Thursday, January 24, 2008

Boom and Bust, From the Mises Center

This last year I have learned much about central bankers, fiat money, what causes inflation, The Fed,etc. From the Lew Rockwell Site, Mises Institue and from Gary North's. It's nothing like learning something new and then watching it happen right in front of your eyes to drive it home.

Don't Blame Subprime Lenders!

With all the rhetoric about how subprime mortgage lenders have behaved badly and dangerously, few if any well-known writers have pointed out how impossible it becomes to avoid a Fed-induced monetary boom.

Instead, pundits dismiss the Austrian Business Cycle, saying that entrepreneurs can easily detect "funny money."
After all, hasn't it happened before?

The whole entrepreneurial class is, as it were, in the position of a masterbuilder whose task it is to erect a building out of a limited supply of building materials.
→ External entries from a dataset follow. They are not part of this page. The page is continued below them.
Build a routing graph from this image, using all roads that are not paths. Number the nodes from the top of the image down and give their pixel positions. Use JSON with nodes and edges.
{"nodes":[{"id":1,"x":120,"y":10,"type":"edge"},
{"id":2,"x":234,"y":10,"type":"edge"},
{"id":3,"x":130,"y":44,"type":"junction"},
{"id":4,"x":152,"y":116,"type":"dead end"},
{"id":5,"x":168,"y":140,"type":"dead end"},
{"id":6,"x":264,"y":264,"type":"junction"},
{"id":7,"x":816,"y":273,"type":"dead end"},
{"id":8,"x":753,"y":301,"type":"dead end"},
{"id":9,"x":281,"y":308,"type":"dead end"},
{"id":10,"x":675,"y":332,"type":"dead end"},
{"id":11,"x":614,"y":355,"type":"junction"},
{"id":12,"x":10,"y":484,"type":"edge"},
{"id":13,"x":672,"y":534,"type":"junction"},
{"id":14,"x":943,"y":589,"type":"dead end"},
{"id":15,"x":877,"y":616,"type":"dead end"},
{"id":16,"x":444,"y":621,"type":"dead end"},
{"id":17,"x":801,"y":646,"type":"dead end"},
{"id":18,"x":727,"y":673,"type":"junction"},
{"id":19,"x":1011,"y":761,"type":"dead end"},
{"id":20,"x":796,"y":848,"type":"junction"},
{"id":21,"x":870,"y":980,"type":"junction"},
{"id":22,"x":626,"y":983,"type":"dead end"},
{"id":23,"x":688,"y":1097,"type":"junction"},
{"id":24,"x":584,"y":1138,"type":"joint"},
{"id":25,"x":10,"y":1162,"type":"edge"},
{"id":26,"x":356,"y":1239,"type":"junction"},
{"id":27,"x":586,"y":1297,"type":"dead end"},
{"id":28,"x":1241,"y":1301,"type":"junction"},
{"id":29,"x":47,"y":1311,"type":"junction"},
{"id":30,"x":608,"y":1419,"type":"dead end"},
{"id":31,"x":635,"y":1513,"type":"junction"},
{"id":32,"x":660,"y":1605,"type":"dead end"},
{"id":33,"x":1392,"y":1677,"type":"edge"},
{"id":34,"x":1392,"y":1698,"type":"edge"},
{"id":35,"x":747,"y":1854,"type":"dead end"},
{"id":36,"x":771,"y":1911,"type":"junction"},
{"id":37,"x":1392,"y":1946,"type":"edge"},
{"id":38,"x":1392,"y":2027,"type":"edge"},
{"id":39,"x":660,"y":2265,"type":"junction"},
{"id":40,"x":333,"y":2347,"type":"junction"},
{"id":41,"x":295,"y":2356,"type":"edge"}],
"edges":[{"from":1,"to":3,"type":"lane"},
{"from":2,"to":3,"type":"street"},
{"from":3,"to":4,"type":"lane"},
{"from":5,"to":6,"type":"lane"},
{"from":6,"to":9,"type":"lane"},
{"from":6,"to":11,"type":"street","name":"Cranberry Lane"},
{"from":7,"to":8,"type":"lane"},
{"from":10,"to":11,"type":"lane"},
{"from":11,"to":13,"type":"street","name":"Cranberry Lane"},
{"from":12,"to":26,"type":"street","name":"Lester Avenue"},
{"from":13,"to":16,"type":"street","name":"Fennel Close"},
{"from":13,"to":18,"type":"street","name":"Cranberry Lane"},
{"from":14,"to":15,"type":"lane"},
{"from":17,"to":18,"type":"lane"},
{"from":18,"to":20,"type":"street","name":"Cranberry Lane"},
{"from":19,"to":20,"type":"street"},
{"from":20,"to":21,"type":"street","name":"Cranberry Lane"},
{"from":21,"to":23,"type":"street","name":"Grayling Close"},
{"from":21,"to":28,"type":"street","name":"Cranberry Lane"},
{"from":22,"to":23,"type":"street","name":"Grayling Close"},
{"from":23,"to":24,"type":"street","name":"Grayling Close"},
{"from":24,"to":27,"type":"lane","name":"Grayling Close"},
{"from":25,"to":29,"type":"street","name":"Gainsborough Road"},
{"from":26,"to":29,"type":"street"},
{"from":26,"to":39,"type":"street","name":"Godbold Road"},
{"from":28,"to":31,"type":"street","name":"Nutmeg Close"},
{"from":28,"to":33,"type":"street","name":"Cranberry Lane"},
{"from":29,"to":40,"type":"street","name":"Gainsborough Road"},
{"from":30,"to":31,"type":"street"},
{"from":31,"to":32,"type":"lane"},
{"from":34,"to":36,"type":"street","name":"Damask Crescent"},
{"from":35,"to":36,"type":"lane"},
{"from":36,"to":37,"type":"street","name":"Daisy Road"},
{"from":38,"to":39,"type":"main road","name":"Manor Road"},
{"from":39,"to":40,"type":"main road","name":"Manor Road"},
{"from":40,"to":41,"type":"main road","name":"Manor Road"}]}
If this man overestimates the quantity of the available supply, he drafts a plan for the execution of which the means at his disposal are not sufficient. He oversizes the groundwork and the foundations and only discovers later in the progress of the construction that he lacks the material needed for the completion of the structure. It is obvious that our masterbuilder's fault was not overinvestment, but an inappropriate employment of the means at his disposal. (Human Action, chapter 20, section 6)

Many writers even ignore any attempt at first-cause explanation. For example, some writers characterize the recent mortgage boom as "irrational exuberance."
(Recently I found an excellent one-line refutation by Gerard Jackson: "You can't spend exuberance.")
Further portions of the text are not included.